Le triptyque « Apprendre, enseigner, évaluer » organise le document qui propose une approche centrée sur les besoins de l’apprenant, un enseignement fondé sur le développement de compétences consignées dans des descripteurs et une évaluation multiforme enregistrée dans un passeport des langues. Confrontés à un texte opaque par son organisation non-linéaire et par l’ambivalence assumée de certains repères (Coste, 2006), les formateurs d’enseignants et les experts auprès du Conseil de l’Europe se sont alors mobilisés pour transcrire les axes forts du CECRL dans des ouvrages pédagogiques (Tagliante, 2005 ; Lallement & Pierret, 2007 ; Bourguigon, 2010 ; Rosen & Reinhardt, 2010 ; Robert & Rosen, 2010 ; RelEx & coll., 2011).

Dans le domaine français, il s’est agi, dans un premier temps, de faire une lecture du CECRL comme un ouvrage qui propose un renouvellement méthodologique autour de la perspective actionnelle (Richer, 2005 ; Bourguignon, 2008) : la compétence communicative langagière s’inscrit dans le cadre plus large des compétences générales qui permettent à l’apprenant d’interagir dans un contexte social défini. L’apprenant n’est donc plus un sujet mais un acteur à part entière qui peut mobiliser toutes les ressources dont il dispose — y compris langagières — afin d’accomplir des actions en langue cible. Un second axe de lecture se centre sur le développement des compétences plurilingues et pluriculturelles consignées dans un porfolio européen des langues afin de valoriser les compétences (qui peuvent être partielles) de tout locuteur (Castellotti & Moore, 2005 ; Little, 2011). Ce profilage pourrait permettre en zone frontalière, dans le cadre de langues voisines ou d’enfants issus de l’immigration de moduler le curriculum pour prendre en compte les compétences déjà développées par les apprenants (Goullier, 2008).

Dans le contexte européen, nul ne peut contester l’importance du CECRL concernant l’harmonisation des niveaux de compétences de l’utilisateur élémentaire (A) à l’utilisateur expérimenté (C) en passant par l’utilisateur indépendant (B). Traduit dans toutes les langues européennes, le CECRL a aussi séduit d’autres pays qui cherchaient un référentiel pour attester de niveaux de langues (Nishiyama, 2009 ; Rong, 2010) ou un document susceptible de renouveler des pratiques pédagogiques (Béacco, 2008).

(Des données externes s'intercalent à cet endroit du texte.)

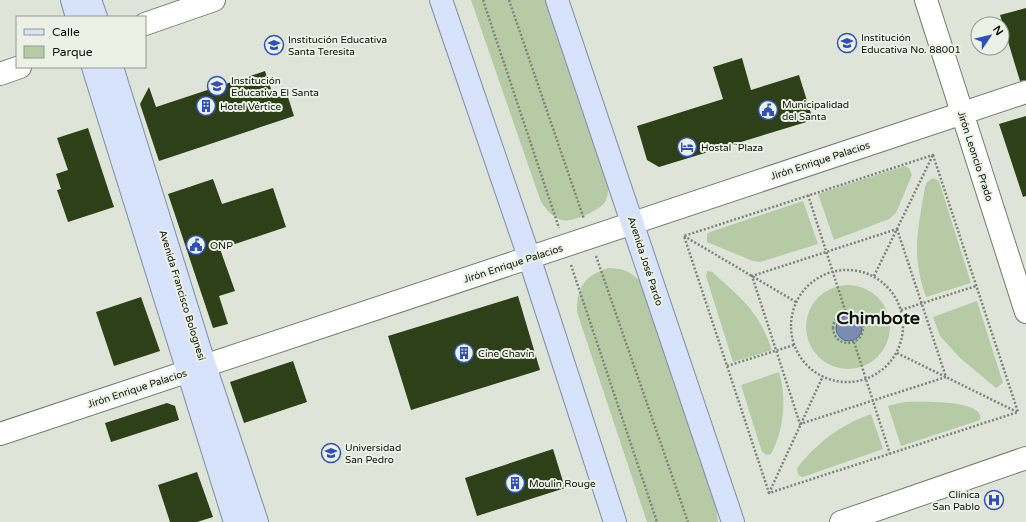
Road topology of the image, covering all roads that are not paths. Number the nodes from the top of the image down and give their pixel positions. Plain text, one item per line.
1 (72, 0) edge
2 (90, 0) edge
3 (214, 0) edge
4 (441, 0) edge
5 (557, 0) edge
6 (926, 0) edge
7 (77, 16) edge
8 (96, 16) edge
9 (146, 24) edge
10 (17, 68) edge
11 (93, 68) edge
12 (112, 68) edge
13 (0, 74) edge
14 (1026, 92) edge
15 (962, 113) junction
16 (634, 223) junction
17 (529, 258) junction
18 (1026, 312) edge
19 (196, 369) junction
20 (0, 434) edge
21 (1026, 458) edge
22 (235, 522) edge
23 (257, 522) edge
24 (615, 522) edge
25 (733, 522) edge
26 (841, 522) edge

1 - 7 main road
2 - 8 main road
3 - 9 street
4 - 17 main road
5 - 16 main road, Avenida José Pardo
6 - 15 street, Jirón Leoncio Prado
10 - 13 street
11 - 19 main road, Avenida Francisco Bolognesi
12 - 19 main road, Avenida Francisco Bolognesi
14 - 15 street, Jirón Enrique Palacios
15 - 16 street, Jirón Enrique Palacios
15 - 18 street, Jirón Leoncio Prado
16 - 17 street, Jirón Enrique Palacios
16 - 25 main road, Avenida José Pardo
17 - 19 street, Jirón Enrique Palacios
17 - 24 main road
19 - 20 street, Jirón Enrique Palacios
19 - 22 main road, Avenida Francisco Bolognesi
19 - 23 main road, Avenida Francisco Bolognesi
21 - 26 street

Toutefois, dès la parution du CECRL en 2001, des voix se sont élevées afin de pointer certaines dérives. Dès 2002, lors d’un colloque à Giessen (Allemagne), des didacticiens germanophones (Delouis, 2008) ont noté l’absence de réflexion didactique du CECRL qui s’appuient sur des notions parfois contradictoires ou dont les origines restent opaques. Le paradigme de référence s’éloigne du plurilinguisme avancé alors que la plupart des sources sont issues du milieu de la recherche anglophone et plus particulièrement des écrits des auteurs du Cadre (auto-citations). L’esthétique et la création semblent oubliées et certains descripteurs problématiques. Au final, on reproche au CECRL un certain éclectisme qui ne permet pas aux enseignants de s’emparer facilement du référentiel avec des risques de glissements contestables vers l’évaluation tous azimuts. Pour Puren (2006), le CECRL est un document inachevé où les propositions méthodologiques font cruellement défaut même si la perspective actionnelle pourrait être une piste de réflexion moyennant quelques aménagements (cf. aussi Maurer, 2011). Frath (2008) remarque que la perspective actionnelle n’est aucunement le cœur du document alors que les ouvrages français de vulgarisation du CECRL développent exagérément cet aspect méthodologique. Silva (2011) pointe aussi les écarts linguistiques entre les différentes traductions du CECRL rendant compliqué la construction d’un métalangage partagé entre différents pays européens.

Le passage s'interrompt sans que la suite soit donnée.